Authors comments:
Cookbooks reflect everyone's differing styles. But I cannot imagine how some recipes get into some cookbooks. Are they jokes to see if anyone would really try this recipe if I included it? There are rules to determine if a cookbook is any good. Look at one or two recipes for food that you know how to make. If the recipe completely misses it, don't try it and there is no reason to assume that other recipes in the same book are any better. Also, if a recipe book has only three ingredients to make a dish, the author most likely does not know what they are writing about. The best food is very complex and this requires many ingredients. The best example is the original Paul Prudhome cajon cookbook. The gumbo and red beans and rice recipes have over a dozen ingredients. And those two recipes (and his praline recipe) are unsurpassed. I assume that the rest are most likely very good as well. They also are serious proof that the calorie is the best unit of measure of flavor. Like the time we tried to make the gumbo without the bacon that is called for. Melinda and I agreed that it just missed something and nothing I tried helped. Then I addred two tablespoons of bacon fat. Then it was perfect. I believe that eating healthy food does not help you live longer. It just seems like it. Like a month I spent one week in Dayton.

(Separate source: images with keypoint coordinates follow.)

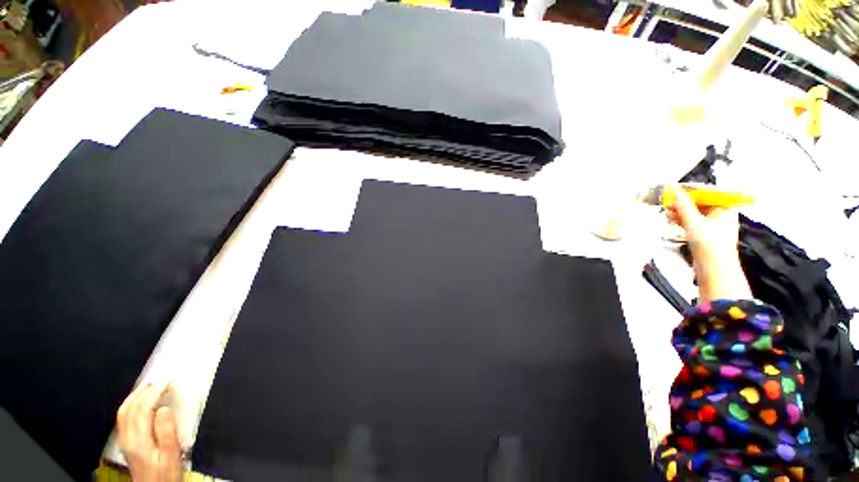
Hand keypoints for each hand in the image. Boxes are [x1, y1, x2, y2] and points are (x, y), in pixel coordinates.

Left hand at [117, 384, 181, 481]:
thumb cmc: (167, 472)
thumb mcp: (172, 455)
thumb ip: (167, 432)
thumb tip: (164, 408)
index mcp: (140, 440)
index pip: (142, 410)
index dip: (153, 393)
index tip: (167, 382)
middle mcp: (127, 438)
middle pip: (128, 409)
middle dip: (143, 391)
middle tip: (158, 379)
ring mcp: (124, 440)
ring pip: (123, 413)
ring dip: (135, 396)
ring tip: (149, 386)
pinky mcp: (126, 442)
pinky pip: (123, 418)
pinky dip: (131, 404)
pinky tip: (140, 402)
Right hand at [665, 185, 751, 303]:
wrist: (715, 271)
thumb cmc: (710, 245)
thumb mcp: (694, 223)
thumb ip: (684, 206)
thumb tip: (674, 189)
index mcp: (725, 209)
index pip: (708, 193)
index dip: (692, 190)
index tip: (675, 189)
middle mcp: (720, 215)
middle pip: (701, 203)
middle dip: (683, 201)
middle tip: (667, 200)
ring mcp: (712, 225)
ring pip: (694, 212)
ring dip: (680, 210)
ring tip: (665, 210)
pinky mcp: (704, 234)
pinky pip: (692, 222)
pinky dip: (681, 219)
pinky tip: (670, 218)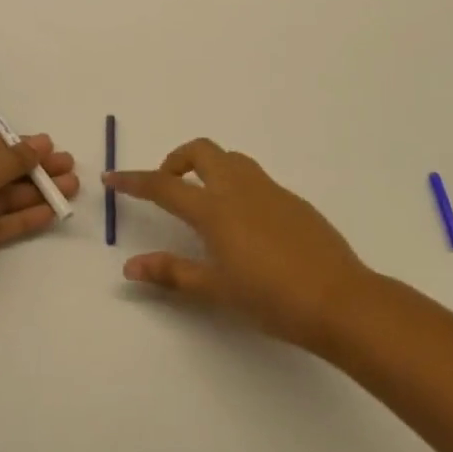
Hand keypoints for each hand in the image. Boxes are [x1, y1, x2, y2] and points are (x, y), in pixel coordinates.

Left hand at [0, 134, 78, 296]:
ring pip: (2, 199)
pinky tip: (50, 213)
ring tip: (70, 191)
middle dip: (36, 172)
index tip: (54, 150)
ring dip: (35, 194)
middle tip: (70, 170)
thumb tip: (43, 141)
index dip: (23, 148)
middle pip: (1, 173)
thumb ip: (15, 158)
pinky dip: (22, 218)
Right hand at [105, 138, 373, 351]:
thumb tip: (131, 267)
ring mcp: (270, 190)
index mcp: (215, 209)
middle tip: (168, 186)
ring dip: (209, 167)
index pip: (164, 185)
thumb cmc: (271, 299)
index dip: (134, 180)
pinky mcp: (293, 200)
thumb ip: (172, 273)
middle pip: (201, 151)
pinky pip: (255, 178)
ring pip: (231, 159)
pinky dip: (236, 184)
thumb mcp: (216, 290)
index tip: (112, 178)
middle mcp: (240, 188)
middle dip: (176, 160)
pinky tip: (244, 223)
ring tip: (204, 203)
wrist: (340, 300)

There are several styles of cookbooks for different audiences. There are serious cookbooks like the Diane Kennedy Mexican Food Cookbooks that are for people that like good mexican food and know it. There are other cookbooks like the "Mexico the Beautiful" cookbook that have decent recipes but great pictures of the country and of the food. And great writeups about the people in the region. But perhaps not serious recipes. Also, there are cookbooks from chefs that are famous like Rick Balis and Mark Miller that reflect foods of their famous restaurants (Frontera Grill and Cayote Cafe).